Pour les chrétiens, la fête de Noël célèbre la naissance de Jésus, reconnu dans la foi comme Fils de Dieu, le Sauveur attendu, annoncé par les prophètes. En hébreu, « Jésus » signifie « Dieu sauve ». Dieu s’est fait homme – c’est le mystère dit de « l’incarnation » - et il a partagé en tout la condition humaine. Ainsi, en Jésus-Christ, se trouve unis la nature humaine et la nature divine : il est simultanément « vrai homme et vrai Dieu ».
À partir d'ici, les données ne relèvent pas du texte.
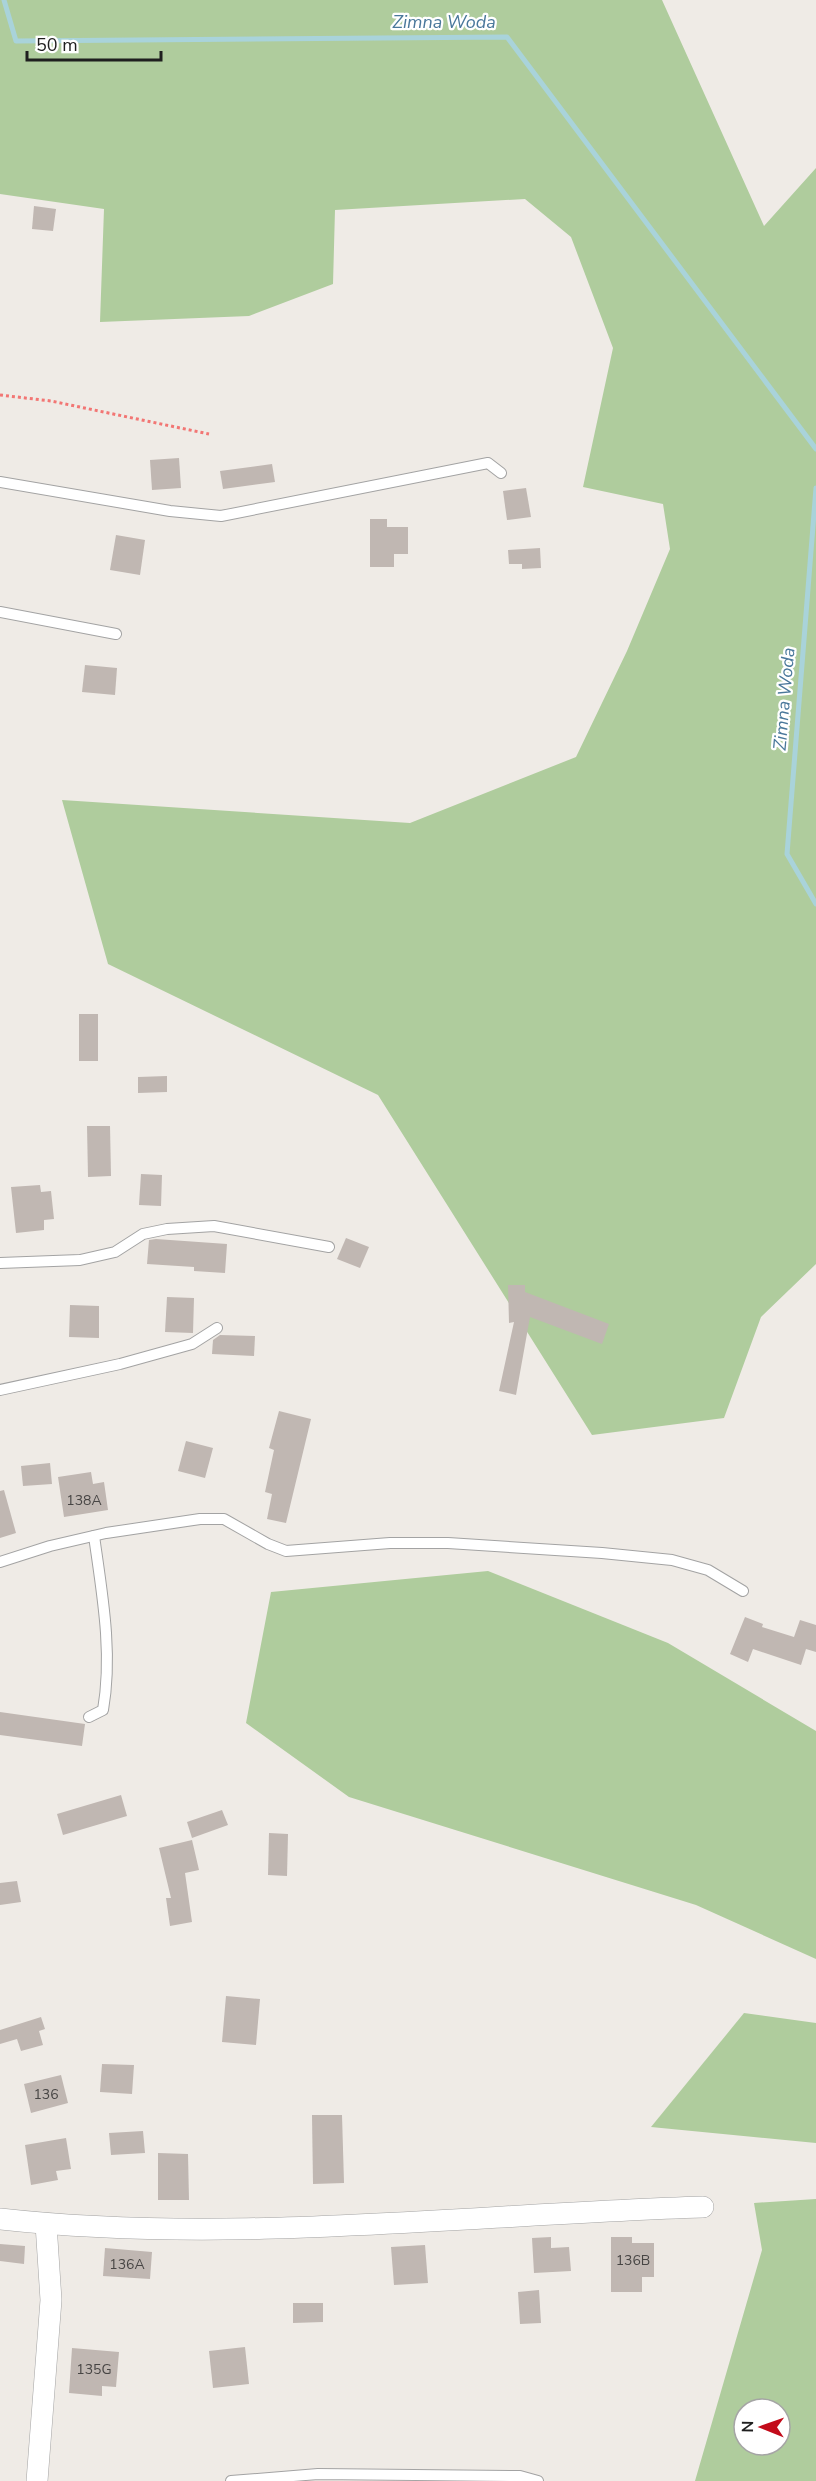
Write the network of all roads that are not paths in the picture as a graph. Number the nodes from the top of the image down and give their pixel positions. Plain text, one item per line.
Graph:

Homélie du Cardinal André Vingt-Trois - Messe de minuit. Noël 2012
(…) Le Pape nous a invités à vivre une année de la foi, à franchir ensemble la porte de la foi, comme nous l’avons fait symboliquement à l’instant en entrant dans la cathédrale. C’est le Christ qui est Lui-même la porte (comme il nous le dit dans l’évangile de saint Jean), la porte par laquelle nous accédons à la victoire de l’amour sur l’indifférence, à la victoire de la vie sur la mort.
La porte ouverte est la brèche par laquelle le Sauveur entre dans notre monde et, avec lui le salut vient briser le cycle clos de la fatalité. Désormais, l’homme n’est plus abandonné au pouvoir de la mort, l’homme ne peut plus être négligé, il est devenu un être précieux puisque Dieu l’a aimé au point de prendre chair pour le sauver. Aucun homme ne peut plus être abandonné au bord du chemin, car tout homme est appelé à entrer dans la vie de Dieu et à être reconnu comme un frère, puisque Jésus s’est fait son frère.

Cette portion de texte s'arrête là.